Between 2011 and 2013, 90 women with relapsed platinum-sensitive ovarian cancer of high-grade serous or endometrioid histology or with a deleterious germline BRCA1/2 mutation were the focus of the study. They were randomly assigned to receive cediranib at 30 mg daily and olaparib capsules at 200 mg twice daily or olaparib capsules at 400 mg twice daily until disease progression.
The median progression-free survival remained significantly longer with cediranib plus olaparib compared with olaparib alone at 16.5 months versus 8.2 months, respectively; overall survival was not statistically different in the overall study population. However, in a subset analysis, women with germline BRCA wild-type/unknown had significantly improved progression-free and overall survival with the combination therapy compared with olaparib alone. However, this response was not observed in women with a germline BRCA1/2 mutation.
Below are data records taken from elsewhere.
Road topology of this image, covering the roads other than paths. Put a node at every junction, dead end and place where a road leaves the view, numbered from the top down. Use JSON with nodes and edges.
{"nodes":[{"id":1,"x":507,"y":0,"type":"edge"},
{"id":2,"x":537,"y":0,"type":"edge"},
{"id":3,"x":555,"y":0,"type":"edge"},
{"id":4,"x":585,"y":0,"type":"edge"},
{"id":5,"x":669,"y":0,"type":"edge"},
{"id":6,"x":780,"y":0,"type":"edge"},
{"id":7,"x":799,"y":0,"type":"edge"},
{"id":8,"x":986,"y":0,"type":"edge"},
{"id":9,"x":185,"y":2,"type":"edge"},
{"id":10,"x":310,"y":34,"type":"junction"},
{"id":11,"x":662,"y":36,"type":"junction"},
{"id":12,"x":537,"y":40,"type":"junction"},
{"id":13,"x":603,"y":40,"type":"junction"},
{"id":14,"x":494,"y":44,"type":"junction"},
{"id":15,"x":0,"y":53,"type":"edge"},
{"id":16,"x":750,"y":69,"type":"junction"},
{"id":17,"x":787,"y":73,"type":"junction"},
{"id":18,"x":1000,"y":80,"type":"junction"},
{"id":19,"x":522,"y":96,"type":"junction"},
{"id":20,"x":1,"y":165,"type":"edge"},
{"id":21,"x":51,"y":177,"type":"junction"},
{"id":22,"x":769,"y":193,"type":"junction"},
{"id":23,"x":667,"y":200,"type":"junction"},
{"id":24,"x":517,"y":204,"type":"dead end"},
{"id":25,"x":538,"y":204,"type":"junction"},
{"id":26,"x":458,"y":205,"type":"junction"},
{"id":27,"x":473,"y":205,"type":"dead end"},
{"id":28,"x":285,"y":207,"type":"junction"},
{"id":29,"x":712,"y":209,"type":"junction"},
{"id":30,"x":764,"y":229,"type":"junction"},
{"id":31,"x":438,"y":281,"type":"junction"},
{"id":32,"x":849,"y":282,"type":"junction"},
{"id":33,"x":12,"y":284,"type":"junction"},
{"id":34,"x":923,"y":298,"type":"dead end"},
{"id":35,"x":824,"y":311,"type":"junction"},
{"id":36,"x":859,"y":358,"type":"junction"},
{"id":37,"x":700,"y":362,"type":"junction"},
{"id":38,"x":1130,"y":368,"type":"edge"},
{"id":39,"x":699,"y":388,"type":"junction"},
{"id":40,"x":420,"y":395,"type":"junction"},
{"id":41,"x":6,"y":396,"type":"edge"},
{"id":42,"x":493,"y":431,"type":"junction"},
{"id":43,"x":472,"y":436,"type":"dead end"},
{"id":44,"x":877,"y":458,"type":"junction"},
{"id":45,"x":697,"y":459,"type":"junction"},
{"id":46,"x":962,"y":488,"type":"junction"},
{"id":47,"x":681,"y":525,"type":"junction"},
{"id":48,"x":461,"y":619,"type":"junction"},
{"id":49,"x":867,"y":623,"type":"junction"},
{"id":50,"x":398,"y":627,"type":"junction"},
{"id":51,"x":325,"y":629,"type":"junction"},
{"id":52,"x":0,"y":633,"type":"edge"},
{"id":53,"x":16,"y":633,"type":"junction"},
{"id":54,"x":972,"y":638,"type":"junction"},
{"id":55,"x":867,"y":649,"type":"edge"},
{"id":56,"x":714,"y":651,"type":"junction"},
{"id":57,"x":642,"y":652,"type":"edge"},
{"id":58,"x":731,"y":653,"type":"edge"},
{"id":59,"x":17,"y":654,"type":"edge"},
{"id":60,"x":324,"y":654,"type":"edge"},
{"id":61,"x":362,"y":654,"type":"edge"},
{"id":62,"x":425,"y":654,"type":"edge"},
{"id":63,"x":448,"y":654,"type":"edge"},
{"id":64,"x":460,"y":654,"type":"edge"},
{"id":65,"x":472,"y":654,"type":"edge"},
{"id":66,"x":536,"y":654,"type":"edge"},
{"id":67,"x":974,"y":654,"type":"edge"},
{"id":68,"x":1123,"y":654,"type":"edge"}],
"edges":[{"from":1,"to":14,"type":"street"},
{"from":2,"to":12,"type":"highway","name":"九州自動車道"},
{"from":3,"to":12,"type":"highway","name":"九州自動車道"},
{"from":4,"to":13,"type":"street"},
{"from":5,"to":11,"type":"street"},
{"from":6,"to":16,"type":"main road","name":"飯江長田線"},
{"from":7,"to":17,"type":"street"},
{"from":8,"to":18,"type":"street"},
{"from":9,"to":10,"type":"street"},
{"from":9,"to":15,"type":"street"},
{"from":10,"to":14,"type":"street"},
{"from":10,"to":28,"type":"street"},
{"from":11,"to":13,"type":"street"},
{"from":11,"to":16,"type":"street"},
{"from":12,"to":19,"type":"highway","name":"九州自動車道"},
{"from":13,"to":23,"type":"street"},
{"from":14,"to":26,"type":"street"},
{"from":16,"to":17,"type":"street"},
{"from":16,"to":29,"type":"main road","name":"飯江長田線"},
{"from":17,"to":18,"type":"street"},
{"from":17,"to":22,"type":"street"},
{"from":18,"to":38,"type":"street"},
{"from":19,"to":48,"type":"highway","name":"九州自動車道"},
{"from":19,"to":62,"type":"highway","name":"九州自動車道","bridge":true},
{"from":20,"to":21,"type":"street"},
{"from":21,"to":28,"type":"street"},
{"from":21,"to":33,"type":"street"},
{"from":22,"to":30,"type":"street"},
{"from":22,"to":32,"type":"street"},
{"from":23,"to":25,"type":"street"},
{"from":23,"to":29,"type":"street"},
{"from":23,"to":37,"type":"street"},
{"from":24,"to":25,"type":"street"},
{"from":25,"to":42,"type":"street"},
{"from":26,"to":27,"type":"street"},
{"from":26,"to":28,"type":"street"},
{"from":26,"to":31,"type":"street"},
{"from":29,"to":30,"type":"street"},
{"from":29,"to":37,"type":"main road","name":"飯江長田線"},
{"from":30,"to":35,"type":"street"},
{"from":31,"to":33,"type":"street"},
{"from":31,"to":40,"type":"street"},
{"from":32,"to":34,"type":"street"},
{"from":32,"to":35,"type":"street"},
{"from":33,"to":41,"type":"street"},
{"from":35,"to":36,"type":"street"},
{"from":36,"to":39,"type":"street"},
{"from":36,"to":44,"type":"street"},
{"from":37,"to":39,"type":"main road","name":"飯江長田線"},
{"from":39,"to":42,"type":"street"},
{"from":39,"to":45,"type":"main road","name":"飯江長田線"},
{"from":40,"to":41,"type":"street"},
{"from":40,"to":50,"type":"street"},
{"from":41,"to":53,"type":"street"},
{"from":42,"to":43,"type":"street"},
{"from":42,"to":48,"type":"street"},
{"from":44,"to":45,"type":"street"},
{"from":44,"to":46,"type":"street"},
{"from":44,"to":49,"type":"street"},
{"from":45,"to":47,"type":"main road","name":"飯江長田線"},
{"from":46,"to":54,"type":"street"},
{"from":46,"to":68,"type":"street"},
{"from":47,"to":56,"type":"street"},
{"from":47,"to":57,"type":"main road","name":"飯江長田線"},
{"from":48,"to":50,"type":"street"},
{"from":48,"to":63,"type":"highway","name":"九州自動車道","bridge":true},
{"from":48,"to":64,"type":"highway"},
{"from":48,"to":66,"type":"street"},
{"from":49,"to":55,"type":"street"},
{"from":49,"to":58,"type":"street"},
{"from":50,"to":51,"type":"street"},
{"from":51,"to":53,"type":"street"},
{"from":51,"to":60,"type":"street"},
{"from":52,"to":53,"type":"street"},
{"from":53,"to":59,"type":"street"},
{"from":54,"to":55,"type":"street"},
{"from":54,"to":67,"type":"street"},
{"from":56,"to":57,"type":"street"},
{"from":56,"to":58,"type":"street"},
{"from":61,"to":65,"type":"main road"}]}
As for toxicity, updated safety data confirmed that drug-related adverse events were more common in the combination arm than in the olaparib alone. The grade 3 or 4 adverse events associated with cediranib plus olaparib included fatigue, diarrhea, and hypertension.
“The findings of a differential effect of cediranib plus olaparib in BRCA-mutated versus BRCA wild-type patients might suggest further stratification of the therapeutic approach to patient treatment,” concluded coauthor Ursula A. Matulonis, MD, of Harvard Medical School, and colleagues.
Disclosure: The study authors’ disclosure information may be found at academic.oup.com.